Not sure I got it down exactly the way he does it, but it worked very nicely, another method for the arsenal.
 
Hi Steve

I suspect that you have just created the most time-consuming sharpening method ever. I'm afraid so.

Let's see if I have this correct: you have attempted to emulate Mark, who says a single bevel method s faster (than what you were doing). However, while Mark was freehanding on a hollow ground bevel face, you instead maintained a totally flat bevel face?

If you honed a flat bevel face, then you would have been working at least 5 or 6 times the amount of steel than on a hollow ground face.
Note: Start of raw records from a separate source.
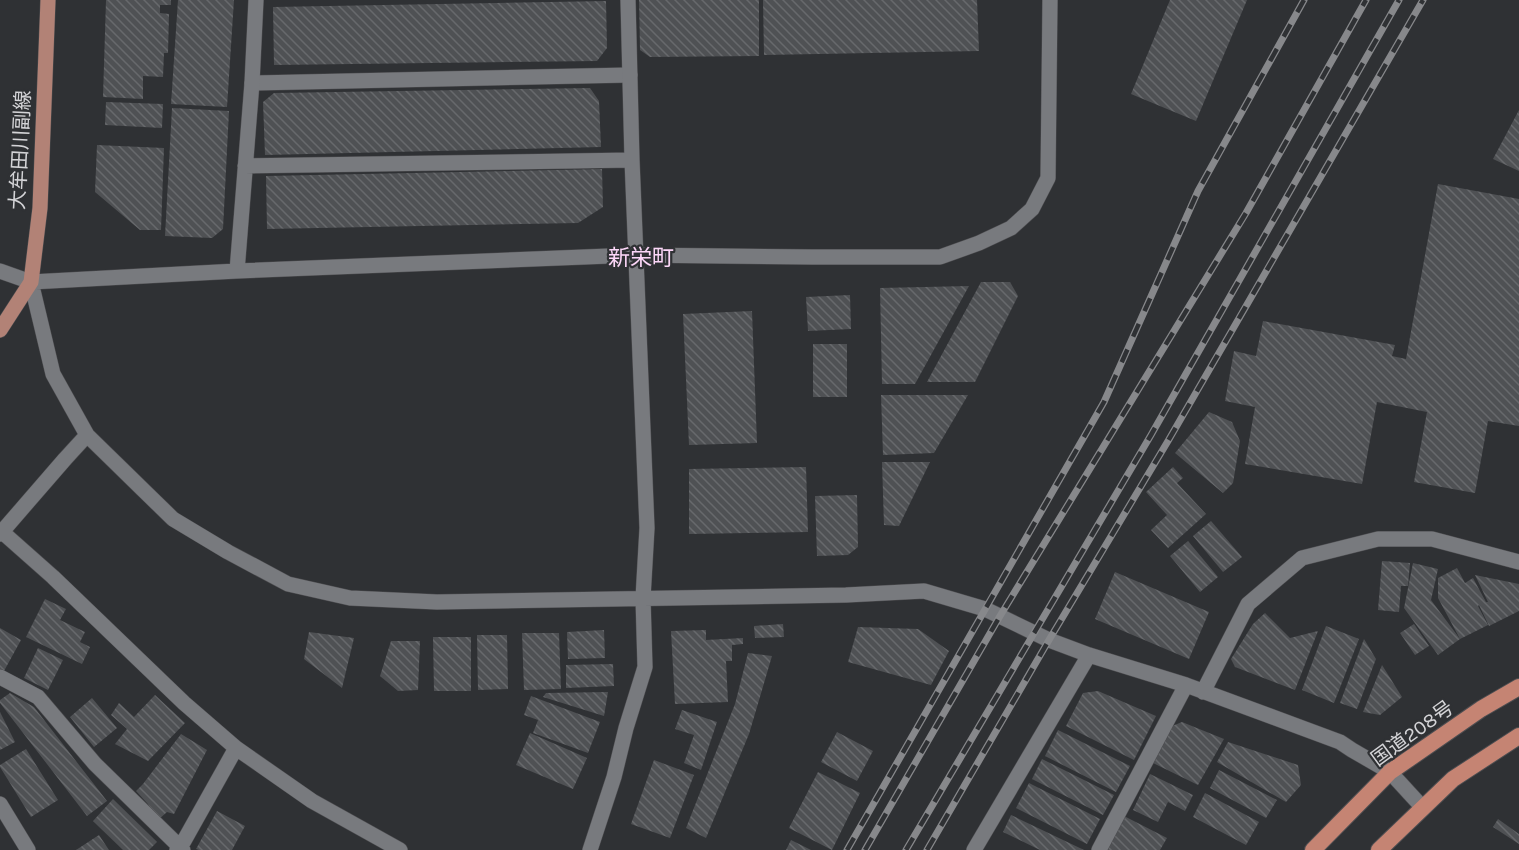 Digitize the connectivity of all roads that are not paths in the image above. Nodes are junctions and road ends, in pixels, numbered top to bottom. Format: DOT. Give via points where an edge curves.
graph roads {
  1 [pos="48,0"];
  2 [pos="256,0"];
  3 [pos="628,0"];
  4 [pos="1050,0"];
  5 [pos="630,75"];
  6 [pos="252,83"];
  7 [pos="632,160"];
  8 [pos="245,166"];
  9 [pos="635,255"];
  10 [pos="0,271"];
  11 [pos="237,272"];
  12 [pos="30,282"];
  13 [pos="0,330"];
  14 [pos="87,435"];
  15 [pos="1,532"];
  16 [pos="1519,562"];
  17 [pos="643,598"];
  18 [pos="1089,655"];
  19 [pos="0,677"];
  20 [pos="1186,686"];
  21 [pos="1519,687"];
  22 [pos="1203,692"];
  23 [pos="1519,736"];
  24 [pos="236,748"];
  25 [pos="1390,772"];
  26 [pos="0,804"];
  27 [pos="1423,807"];
  28 [pos="180,849"];
  29 [pos="28,850"];
  30 [pos="400,850"];
  31 [pos="590,850"];
  32 [pos="974,850"];
  33 [pos="1099,850"];
  34 [pos="1313,850"];
  35 [pos="1379,850"];
  1 -- 12 [label="main road, 大牟田川副線" via="40,208"];
  2 -- 6 [label="street"];
  3 -- 5 [label="street"];
  4 -- 9 [label="street" via="1048,178 1032,209 1011,228 940,257"];
  5 -- 6 [label="street"];
  5 -- 7 [label="street"];
  6 -- 8 [label="street"];
  7 -- 8 [label="street"];
  7 -- 9 [label="street"];
  8 -- 11 [label="street"];
  9 -- 11 [label="street"];
  9 -- 17 [label="street" via="646,528"];
  10 -- 12 [label="street"];
  11 -- 12 [label="street"];
  12 -- 13 [label="main road, 大牟田川副線"];
  12 -- 14 [label="street" via="53,374"];
  14 -- 15 [label="street"];
  14 -- 17 [label="street" via="173,519 288,584 350,598 437,602"];
  15 -- 24 [label="street"];
  16 -- 22 [label="street" via="1432,540 1378,540 1302,558 1248,604"];
  17 -- 18 [label="street" via="924,591 985,609"];
  17 -- 31 [label="street" via="645,667"];
  18 -- 20 [label="street"];
  18 -- 32 [label="street"];
  19 -- 28 [label="street" via="38,697 95,764"];
  20 -- 22 [label="street"];
  20 -- 33 [label="street"];
  21 -- 25 [label="highway, 国道208号"];
  22 -- 25 [label="street" via="1340,742"];
  23 -- 27 [label="highway" via="1453,779"];
  24 -- 28 [label="street"];
  24 -- 30 [label="street" via="312,801"];
  25 -- 27 [label="street"];
  25 -- 34 [label="highway, 国道208号"];
  26 -- 29 [label="street"];
  27 -- 35 [label="highway"];
} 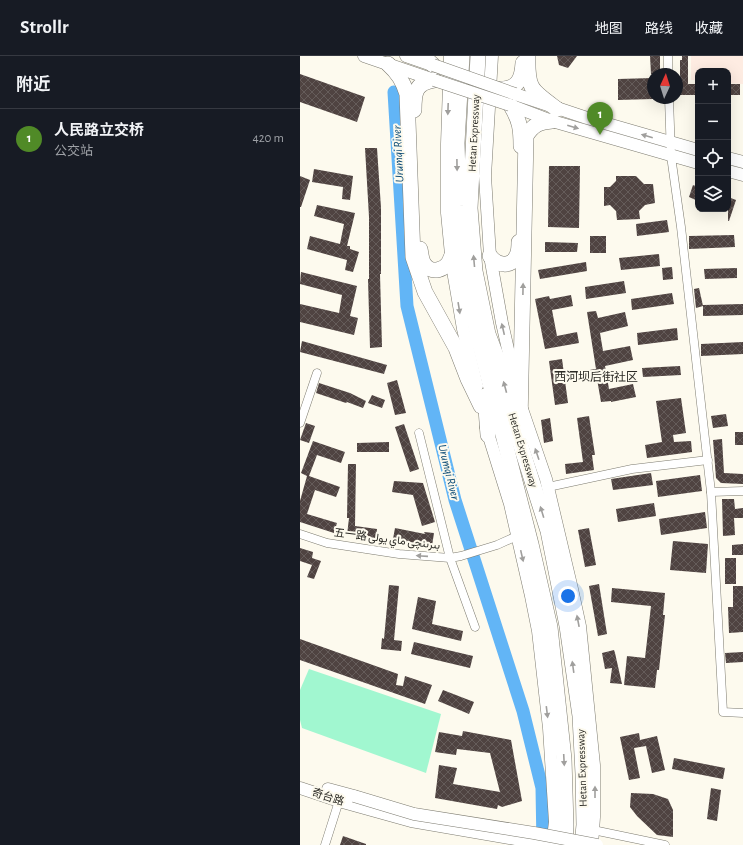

The advantage of a hollow ground face is that you reduce the steel on the bevel face to two thin strips at either end. Hollow grinding is particularly suited to freehanding, as you can use the hollowed face as a jig.

Flat solid steel faces are best used with a secondary micro bevel (to reduce the steel area).

Do not confuse a Japanese blade with the solid steel face. The Japanese blades have only a thin layer of hard steel and are backed with a thick layer of soft iron (to absorb vibration). They hone quickly on a full face as the iron abrades easily.

The absolutely best method of honing a blade ensures two things: firstly, the blade gets sharp quickly. Many methods can do this. Secondly - and in my opinion, this is the important one - the method must allow the blade to be re-honed just as quickly. In other words, your aim is repeatability.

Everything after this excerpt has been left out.